BEGIN Data excerpts
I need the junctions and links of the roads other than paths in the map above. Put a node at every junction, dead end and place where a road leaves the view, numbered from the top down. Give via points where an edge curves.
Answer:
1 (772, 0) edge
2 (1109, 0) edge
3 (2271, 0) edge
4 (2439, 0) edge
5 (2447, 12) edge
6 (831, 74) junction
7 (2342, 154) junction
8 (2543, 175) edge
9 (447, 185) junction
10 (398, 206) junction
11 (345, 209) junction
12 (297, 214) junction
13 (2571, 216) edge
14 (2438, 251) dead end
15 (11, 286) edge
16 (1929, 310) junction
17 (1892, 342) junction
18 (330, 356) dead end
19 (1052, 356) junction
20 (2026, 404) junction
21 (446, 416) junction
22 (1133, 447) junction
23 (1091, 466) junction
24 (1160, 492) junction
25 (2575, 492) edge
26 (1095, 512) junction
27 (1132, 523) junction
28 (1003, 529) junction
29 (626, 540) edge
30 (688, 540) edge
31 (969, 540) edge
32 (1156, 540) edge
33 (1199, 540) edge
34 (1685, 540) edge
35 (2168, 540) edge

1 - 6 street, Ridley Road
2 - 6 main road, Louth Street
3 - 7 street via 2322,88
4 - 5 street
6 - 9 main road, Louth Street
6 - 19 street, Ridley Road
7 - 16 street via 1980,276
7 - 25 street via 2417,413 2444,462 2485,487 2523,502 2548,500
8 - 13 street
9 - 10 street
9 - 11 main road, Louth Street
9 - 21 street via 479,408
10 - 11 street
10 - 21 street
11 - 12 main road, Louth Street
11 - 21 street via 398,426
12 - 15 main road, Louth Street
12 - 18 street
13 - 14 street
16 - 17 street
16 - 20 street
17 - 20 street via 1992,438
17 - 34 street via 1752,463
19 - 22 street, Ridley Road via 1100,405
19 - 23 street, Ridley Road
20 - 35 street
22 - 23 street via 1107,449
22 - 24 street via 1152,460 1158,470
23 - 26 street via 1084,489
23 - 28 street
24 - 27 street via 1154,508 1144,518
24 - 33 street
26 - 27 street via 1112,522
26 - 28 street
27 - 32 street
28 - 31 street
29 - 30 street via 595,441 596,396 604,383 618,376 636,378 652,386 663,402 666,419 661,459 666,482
END Data excerpts
BEGIN Data excerpts
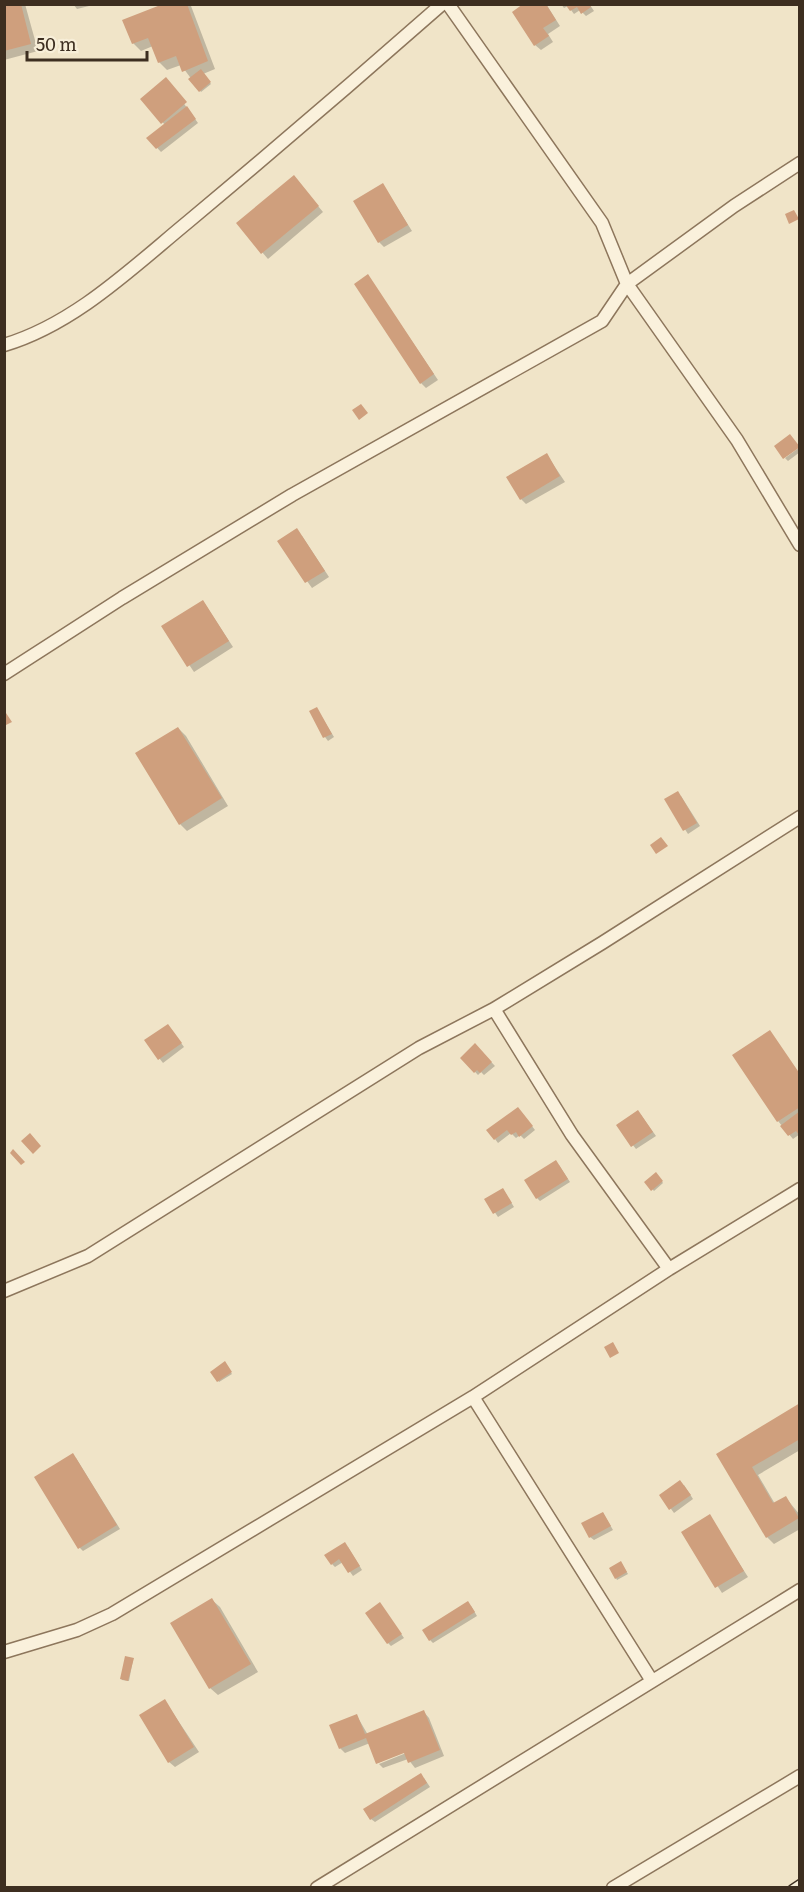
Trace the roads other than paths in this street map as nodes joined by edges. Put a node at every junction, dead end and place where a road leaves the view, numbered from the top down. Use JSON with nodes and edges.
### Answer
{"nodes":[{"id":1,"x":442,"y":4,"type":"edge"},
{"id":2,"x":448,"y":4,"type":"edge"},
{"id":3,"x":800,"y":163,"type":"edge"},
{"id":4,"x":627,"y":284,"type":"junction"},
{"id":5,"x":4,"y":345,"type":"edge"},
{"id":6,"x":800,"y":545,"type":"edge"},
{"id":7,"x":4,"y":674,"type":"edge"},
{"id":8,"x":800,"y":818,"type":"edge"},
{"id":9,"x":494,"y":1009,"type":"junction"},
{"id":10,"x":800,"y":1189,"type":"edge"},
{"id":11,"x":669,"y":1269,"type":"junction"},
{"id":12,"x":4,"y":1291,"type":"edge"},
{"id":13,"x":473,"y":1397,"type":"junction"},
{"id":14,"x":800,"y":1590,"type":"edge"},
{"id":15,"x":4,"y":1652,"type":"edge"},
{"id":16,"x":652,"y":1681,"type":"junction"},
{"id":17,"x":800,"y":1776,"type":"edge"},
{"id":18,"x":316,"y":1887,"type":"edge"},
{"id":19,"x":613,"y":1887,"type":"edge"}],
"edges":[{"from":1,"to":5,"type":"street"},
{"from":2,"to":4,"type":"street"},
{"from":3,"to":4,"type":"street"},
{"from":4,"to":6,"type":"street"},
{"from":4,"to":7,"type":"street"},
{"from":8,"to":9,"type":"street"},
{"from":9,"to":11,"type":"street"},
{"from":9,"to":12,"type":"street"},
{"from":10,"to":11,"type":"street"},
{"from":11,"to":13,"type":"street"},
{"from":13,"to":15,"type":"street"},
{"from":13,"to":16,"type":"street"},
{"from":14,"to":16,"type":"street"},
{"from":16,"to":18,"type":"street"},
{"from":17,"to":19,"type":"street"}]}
END Data excerpts
== Problem details ==
For every line in the records above that holds "than", add one, and report the sum alone.

== Result of the task ==
2